> [Assignment]
Check each line of the entries below for the string "name"; copy every line where it appears.

> [Data]
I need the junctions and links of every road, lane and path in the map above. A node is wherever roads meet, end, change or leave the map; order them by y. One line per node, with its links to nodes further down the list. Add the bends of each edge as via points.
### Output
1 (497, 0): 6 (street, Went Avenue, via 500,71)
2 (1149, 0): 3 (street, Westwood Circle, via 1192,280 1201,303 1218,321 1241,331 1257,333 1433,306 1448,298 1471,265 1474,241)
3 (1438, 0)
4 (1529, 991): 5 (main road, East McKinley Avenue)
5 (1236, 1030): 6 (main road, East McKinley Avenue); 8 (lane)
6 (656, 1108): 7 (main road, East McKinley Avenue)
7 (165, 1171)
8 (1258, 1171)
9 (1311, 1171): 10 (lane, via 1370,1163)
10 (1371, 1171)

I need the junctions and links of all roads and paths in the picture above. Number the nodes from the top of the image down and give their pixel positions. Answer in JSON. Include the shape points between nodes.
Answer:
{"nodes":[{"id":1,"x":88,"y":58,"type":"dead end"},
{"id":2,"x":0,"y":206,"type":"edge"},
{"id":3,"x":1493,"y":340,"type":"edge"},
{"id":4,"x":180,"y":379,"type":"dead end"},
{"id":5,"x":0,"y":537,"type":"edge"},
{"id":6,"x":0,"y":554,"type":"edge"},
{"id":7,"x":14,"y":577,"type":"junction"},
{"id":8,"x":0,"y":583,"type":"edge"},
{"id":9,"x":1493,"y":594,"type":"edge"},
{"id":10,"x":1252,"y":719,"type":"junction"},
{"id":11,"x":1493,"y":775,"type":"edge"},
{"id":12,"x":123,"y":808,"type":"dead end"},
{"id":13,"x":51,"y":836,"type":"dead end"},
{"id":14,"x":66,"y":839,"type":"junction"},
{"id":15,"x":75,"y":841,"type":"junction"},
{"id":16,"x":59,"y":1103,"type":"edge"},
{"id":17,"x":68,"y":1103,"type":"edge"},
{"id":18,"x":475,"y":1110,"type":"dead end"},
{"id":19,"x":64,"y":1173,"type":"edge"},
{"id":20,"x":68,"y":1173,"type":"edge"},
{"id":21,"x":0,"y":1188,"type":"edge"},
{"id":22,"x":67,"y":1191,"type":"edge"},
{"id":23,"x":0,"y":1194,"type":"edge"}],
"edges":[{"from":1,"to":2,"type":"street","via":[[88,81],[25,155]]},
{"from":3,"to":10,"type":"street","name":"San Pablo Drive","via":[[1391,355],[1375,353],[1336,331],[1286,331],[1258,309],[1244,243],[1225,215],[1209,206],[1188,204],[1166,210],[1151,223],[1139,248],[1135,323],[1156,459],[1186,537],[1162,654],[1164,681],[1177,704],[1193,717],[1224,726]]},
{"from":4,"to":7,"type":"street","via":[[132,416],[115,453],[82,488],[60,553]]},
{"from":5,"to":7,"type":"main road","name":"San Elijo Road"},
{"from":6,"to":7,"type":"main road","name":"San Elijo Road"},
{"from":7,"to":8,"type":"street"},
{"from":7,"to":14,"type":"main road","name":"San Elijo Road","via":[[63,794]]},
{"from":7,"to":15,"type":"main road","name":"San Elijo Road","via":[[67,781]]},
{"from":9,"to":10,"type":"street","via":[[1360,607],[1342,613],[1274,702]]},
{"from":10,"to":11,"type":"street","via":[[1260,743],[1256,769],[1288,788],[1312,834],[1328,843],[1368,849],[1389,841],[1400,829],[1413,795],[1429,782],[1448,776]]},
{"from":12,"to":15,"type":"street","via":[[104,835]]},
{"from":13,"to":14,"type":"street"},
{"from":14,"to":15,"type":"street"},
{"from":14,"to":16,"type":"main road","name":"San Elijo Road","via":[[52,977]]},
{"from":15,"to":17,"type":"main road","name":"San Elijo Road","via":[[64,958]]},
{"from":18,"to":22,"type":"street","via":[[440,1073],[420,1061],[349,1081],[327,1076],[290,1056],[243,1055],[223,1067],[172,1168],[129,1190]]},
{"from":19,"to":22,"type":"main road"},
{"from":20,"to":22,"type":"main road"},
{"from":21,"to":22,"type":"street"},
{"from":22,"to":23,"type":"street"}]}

> [Exercise result]
{"from":3,"to":10,"type":"street","name":"San Pablo Drive","via":[[1391,355],[1375,353],[1336,331],[1286,331],[1258,309],[1244,243],[1225,215],[1209,206],[1188,204],[1166,210],[1151,223],[1139,248],[1135,323],[1156,459],[1186,537],[1162,654],[1164,681],[1177,704],[1193,717],[1224,726]]},
{"from":5,"to":7,"type":"main road","name":"San Elijo Road"},
{"from":6,"to":7,"type":"main road","name":"San Elijo Road"},
{"from":7,"to":14,"type":"main road","name":"San Elijo Road","via":[[63,794]]},
{"from":7,"to":15,"type":"main road","name":"San Elijo Road","via":[[67,781]]},
{"from":14,"to":16,"type":"main road","name":"San Elijo Road","via":[[52,977]]},
{"from":15,"to":17,"type":"main road","name":"San Elijo Road","via":[[64,958]]},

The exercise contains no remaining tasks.